→ **TASK ITEM**
Would you retype exactly the lines below, starting with the one that has "pinky mcp: (705, 420)" and going on through the one that has "wrist: (73, 487)", with no pictures and nothing else?

(Dataset entries)
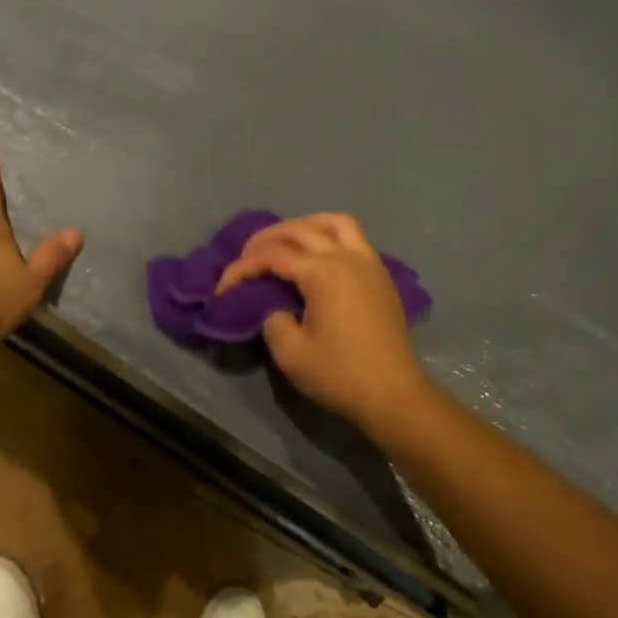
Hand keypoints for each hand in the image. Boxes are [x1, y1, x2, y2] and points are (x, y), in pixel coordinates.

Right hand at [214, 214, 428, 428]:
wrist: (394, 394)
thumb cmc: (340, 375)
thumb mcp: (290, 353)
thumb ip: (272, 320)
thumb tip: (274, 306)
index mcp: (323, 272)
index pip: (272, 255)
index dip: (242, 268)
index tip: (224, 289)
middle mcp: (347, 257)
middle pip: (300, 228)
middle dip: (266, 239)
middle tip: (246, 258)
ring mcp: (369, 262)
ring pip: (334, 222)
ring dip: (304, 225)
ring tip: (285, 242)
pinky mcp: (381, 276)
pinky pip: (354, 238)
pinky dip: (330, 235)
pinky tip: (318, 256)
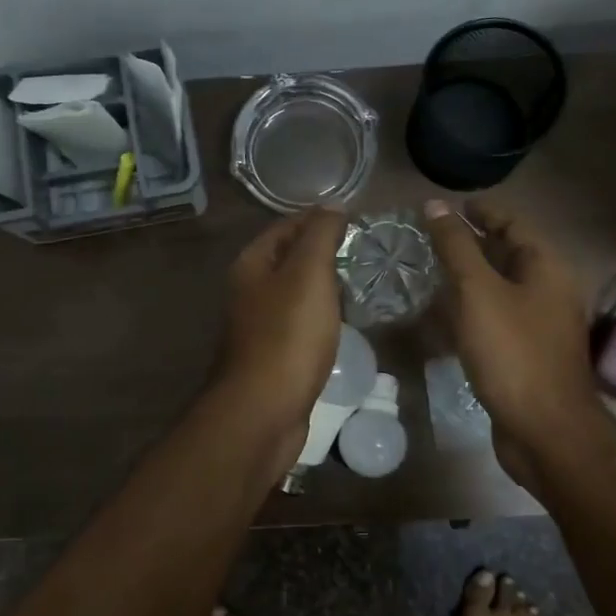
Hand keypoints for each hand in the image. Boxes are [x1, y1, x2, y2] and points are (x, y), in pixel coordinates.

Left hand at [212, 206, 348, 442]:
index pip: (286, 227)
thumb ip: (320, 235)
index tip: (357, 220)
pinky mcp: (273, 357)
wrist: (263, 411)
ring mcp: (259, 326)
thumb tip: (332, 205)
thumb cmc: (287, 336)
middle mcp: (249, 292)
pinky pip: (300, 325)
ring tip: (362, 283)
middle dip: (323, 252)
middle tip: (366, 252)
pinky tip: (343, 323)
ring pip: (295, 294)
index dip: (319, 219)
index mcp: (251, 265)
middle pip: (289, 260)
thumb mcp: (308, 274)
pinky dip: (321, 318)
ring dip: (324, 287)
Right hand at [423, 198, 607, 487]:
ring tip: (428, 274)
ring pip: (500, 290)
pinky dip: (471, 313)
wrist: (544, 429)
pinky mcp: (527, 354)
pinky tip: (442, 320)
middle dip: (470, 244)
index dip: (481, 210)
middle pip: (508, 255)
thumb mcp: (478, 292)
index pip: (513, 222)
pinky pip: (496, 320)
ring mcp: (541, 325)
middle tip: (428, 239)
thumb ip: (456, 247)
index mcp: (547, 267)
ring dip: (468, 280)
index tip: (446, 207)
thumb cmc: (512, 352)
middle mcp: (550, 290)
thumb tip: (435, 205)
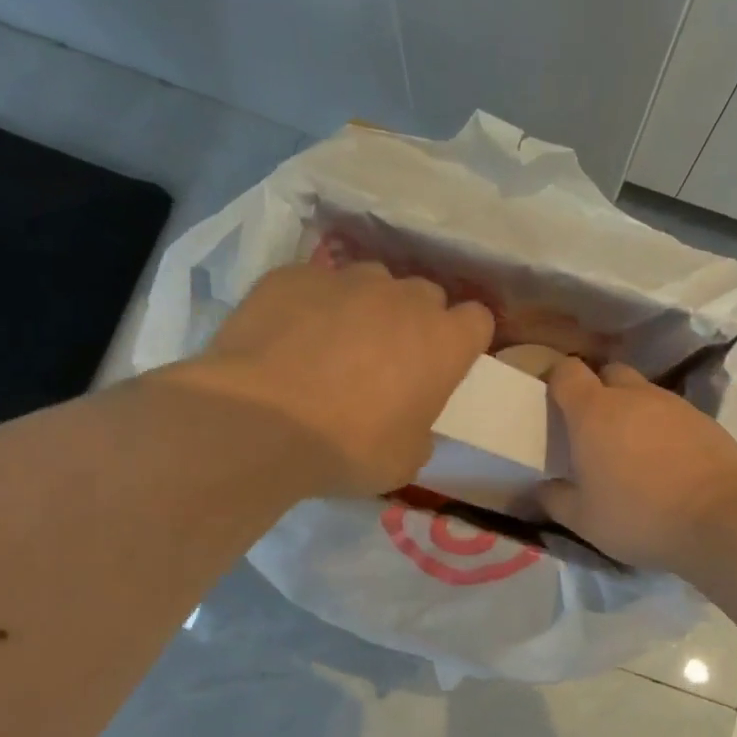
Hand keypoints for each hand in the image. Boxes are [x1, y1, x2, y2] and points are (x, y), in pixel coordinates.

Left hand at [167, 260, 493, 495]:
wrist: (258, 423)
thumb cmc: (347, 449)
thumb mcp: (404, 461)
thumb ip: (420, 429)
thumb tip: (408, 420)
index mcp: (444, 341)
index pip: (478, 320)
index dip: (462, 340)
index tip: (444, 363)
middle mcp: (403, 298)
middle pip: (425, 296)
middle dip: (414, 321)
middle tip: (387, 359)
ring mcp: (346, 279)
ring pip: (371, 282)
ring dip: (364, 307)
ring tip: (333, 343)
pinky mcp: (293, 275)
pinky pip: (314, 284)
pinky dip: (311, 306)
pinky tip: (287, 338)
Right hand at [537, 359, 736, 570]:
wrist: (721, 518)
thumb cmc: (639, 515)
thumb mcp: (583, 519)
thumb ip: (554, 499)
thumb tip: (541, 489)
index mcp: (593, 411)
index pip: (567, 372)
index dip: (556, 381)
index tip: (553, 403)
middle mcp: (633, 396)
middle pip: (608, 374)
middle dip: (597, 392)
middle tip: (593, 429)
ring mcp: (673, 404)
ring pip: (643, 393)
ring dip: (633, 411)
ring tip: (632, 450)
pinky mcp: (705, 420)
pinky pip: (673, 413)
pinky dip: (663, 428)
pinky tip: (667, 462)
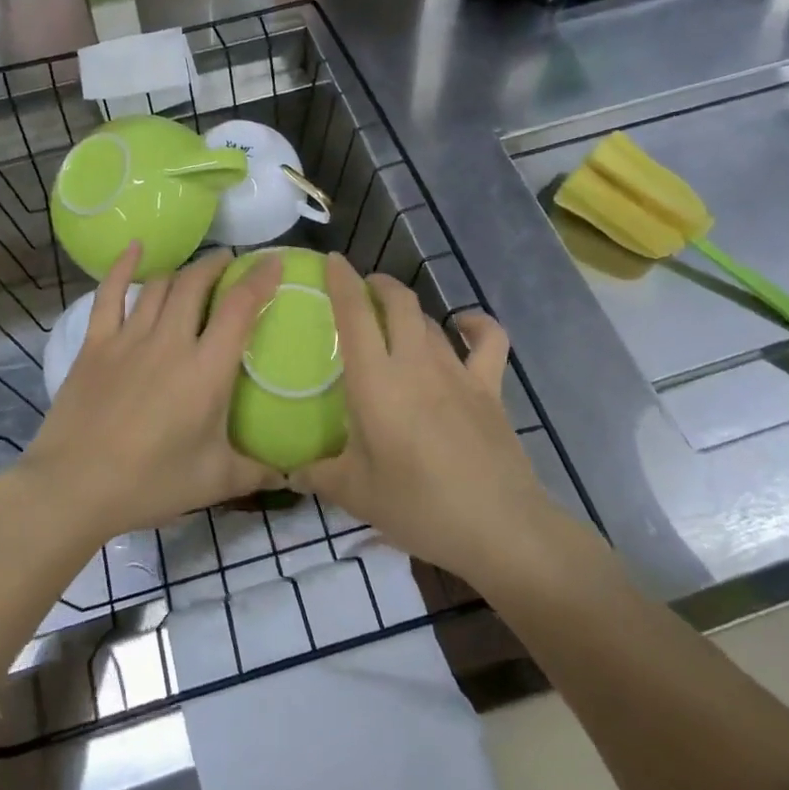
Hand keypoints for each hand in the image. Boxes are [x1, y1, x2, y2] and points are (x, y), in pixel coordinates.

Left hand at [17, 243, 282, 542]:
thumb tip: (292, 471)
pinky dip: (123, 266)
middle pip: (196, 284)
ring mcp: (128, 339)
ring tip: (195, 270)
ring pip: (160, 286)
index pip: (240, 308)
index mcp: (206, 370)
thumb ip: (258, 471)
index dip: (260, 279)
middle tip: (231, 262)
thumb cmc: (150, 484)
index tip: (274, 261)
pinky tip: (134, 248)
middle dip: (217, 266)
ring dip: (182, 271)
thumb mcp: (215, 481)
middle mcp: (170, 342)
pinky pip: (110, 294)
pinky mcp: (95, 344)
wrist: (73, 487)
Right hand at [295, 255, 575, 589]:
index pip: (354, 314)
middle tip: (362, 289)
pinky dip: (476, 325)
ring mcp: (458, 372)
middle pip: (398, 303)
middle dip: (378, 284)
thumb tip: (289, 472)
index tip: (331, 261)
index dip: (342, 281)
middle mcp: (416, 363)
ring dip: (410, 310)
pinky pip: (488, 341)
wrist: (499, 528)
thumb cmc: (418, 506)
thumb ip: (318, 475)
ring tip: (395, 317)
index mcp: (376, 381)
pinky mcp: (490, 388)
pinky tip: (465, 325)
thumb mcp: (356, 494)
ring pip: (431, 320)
* * *
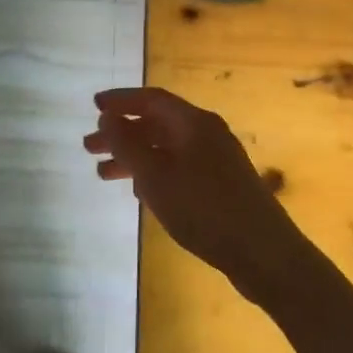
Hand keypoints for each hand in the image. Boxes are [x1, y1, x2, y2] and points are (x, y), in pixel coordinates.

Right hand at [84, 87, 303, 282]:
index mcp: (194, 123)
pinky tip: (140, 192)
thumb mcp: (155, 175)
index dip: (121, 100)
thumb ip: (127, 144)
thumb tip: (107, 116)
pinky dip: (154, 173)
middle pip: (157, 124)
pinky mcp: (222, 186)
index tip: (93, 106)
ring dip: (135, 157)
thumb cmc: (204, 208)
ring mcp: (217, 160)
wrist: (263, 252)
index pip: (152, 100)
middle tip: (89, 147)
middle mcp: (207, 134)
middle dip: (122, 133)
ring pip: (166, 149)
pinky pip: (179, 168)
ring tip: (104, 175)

→ **COMPLETED EXERCISE**
pinky mcp: (705, 420)
pinky pip: (673, 413)
pinky dip: (663, 428)
pinky tip: (667, 462)
Hand keypoints for each hand in the image. Boxes are [x1, y1, x2, y2] and points are (x, y), in pixel coordinates.

Left hand at [17, 243, 282, 542]:
thumb tip: (292, 471)
pinky dip: (123, 266)
middle pip: (196, 284)
ring mcp: (128, 339)
ring tip: (195, 270)
ring pip: (160, 286)
index pip: (240, 308)
index mcp: (206, 370)
thumb ip: (258, 471)
index dip: (260, 279)
middle tip: (231, 262)
thumb cmc: (150, 484)
index tip: (274, 261)
pinky tip: (134, 248)
middle dip: (217, 266)
ring dip: (182, 271)
thumb mcp: (215, 481)
middle mcp: (170, 342)
pinky pip: (110, 294)
pinky mcp: (95, 344)
wrist: (73, 487)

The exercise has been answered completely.